--- What you should do ---
Scan the records for the word "bottom". Report each line where it occurs.

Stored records
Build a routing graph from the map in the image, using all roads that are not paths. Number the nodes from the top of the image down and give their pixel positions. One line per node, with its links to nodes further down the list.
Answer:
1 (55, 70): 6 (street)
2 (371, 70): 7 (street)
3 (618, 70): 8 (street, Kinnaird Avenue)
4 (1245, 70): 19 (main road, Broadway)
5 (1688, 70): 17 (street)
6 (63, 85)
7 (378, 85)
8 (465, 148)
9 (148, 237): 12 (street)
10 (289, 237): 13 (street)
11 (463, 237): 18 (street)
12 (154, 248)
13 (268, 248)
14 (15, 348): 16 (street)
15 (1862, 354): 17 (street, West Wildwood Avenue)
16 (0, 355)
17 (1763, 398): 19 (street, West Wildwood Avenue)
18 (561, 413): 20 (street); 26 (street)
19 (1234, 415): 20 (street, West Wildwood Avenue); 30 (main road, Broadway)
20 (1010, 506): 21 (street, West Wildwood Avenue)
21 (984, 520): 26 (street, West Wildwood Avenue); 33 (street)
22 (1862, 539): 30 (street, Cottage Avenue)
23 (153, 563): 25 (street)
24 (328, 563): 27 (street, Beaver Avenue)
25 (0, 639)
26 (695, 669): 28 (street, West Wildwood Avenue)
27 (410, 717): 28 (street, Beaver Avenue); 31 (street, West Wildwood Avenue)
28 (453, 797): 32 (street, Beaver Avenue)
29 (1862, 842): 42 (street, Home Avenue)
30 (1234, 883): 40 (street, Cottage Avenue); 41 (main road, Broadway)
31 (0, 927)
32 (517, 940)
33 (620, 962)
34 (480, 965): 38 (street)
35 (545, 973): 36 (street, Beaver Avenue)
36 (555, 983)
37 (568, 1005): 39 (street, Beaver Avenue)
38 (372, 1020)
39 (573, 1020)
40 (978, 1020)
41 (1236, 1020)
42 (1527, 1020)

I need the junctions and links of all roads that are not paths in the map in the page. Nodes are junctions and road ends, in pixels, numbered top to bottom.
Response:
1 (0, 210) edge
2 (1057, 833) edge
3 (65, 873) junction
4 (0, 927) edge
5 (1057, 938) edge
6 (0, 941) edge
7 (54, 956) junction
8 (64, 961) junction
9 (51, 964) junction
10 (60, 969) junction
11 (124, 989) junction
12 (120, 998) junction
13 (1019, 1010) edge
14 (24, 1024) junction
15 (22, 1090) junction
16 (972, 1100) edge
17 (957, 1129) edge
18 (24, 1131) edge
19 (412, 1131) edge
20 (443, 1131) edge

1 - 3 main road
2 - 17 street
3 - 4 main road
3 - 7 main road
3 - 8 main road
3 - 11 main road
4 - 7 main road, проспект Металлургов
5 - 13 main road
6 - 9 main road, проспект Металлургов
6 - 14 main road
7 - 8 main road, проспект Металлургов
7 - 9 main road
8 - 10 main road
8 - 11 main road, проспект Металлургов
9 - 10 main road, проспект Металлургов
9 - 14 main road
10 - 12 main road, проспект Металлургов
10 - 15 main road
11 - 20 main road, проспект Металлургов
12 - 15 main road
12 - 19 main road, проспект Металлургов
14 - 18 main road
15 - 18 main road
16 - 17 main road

---

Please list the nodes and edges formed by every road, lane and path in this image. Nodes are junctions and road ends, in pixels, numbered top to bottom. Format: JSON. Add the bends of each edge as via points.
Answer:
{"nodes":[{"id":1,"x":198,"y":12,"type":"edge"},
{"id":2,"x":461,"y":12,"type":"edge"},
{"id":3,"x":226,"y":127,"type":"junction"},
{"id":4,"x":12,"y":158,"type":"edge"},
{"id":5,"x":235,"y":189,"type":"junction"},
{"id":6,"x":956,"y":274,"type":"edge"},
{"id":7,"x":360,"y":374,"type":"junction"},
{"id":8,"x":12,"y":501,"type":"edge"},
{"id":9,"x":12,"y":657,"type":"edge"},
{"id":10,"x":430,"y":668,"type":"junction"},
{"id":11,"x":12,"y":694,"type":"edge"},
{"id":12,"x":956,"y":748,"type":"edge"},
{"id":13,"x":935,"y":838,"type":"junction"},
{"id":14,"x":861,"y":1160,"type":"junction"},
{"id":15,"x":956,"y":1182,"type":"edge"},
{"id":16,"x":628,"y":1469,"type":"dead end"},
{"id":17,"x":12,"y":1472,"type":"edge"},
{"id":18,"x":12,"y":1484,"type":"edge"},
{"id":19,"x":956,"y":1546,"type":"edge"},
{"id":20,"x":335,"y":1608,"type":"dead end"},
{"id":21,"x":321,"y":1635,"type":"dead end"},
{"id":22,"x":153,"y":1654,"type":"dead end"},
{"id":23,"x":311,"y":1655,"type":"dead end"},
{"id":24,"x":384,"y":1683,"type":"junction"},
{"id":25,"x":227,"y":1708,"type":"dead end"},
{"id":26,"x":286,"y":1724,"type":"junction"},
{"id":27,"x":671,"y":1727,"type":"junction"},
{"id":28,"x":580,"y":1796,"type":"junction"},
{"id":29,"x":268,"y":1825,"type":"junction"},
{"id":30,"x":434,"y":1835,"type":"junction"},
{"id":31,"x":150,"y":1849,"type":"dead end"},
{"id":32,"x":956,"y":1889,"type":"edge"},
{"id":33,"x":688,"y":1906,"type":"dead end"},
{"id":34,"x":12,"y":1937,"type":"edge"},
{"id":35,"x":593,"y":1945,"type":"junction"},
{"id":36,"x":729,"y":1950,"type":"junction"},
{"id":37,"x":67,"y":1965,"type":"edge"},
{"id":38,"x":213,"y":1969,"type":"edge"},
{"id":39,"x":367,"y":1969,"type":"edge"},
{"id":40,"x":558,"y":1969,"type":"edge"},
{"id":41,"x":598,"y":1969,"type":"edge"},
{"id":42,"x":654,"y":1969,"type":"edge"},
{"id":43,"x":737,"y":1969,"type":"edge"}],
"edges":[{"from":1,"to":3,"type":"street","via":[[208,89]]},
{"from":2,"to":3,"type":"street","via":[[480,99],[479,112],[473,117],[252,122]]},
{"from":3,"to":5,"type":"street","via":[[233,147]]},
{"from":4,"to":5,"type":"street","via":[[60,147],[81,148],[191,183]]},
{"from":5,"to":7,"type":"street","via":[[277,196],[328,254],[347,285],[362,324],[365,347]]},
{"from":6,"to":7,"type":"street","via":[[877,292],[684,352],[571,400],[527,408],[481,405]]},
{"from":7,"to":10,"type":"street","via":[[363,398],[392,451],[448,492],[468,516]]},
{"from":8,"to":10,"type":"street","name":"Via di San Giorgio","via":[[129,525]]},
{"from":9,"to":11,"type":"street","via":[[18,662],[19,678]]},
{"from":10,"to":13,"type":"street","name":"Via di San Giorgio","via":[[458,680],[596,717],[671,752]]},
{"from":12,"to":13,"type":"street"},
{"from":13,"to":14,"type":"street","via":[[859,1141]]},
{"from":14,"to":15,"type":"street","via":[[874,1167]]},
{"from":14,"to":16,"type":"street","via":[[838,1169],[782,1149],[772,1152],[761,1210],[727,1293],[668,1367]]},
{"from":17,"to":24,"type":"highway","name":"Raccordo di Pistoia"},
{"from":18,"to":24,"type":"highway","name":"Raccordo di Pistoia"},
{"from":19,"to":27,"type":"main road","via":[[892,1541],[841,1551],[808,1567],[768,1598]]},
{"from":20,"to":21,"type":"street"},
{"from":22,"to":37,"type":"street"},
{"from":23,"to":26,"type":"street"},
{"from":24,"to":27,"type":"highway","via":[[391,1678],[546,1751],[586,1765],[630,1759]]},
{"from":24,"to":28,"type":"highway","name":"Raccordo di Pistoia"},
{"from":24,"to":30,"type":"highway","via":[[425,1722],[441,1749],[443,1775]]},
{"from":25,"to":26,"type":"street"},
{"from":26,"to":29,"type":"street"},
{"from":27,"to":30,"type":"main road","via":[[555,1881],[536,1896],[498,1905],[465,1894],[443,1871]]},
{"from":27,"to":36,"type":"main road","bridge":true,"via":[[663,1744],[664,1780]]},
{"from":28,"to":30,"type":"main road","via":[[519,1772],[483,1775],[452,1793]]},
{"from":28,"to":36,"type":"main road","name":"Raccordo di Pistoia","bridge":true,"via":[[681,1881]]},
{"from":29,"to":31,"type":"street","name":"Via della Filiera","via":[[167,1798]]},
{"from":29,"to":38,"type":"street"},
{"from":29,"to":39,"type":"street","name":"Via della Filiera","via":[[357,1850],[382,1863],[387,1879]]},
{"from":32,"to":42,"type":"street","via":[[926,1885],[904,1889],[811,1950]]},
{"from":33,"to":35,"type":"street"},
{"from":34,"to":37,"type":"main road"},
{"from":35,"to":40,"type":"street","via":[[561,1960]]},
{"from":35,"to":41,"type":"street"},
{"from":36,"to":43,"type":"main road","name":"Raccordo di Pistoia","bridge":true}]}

--- Task answer ---
I need the junctions and links of all roads that are not paths in the map in the page. Nodes are junctions and road ends, in pixels, numbered top to bottom.
Please list the nodes and edges formed by every road, lane and path in this image. Nodes are junctions and road ends, in pixels, numbered top to bottom. Format: JSON. Add the bends of each edge as via points.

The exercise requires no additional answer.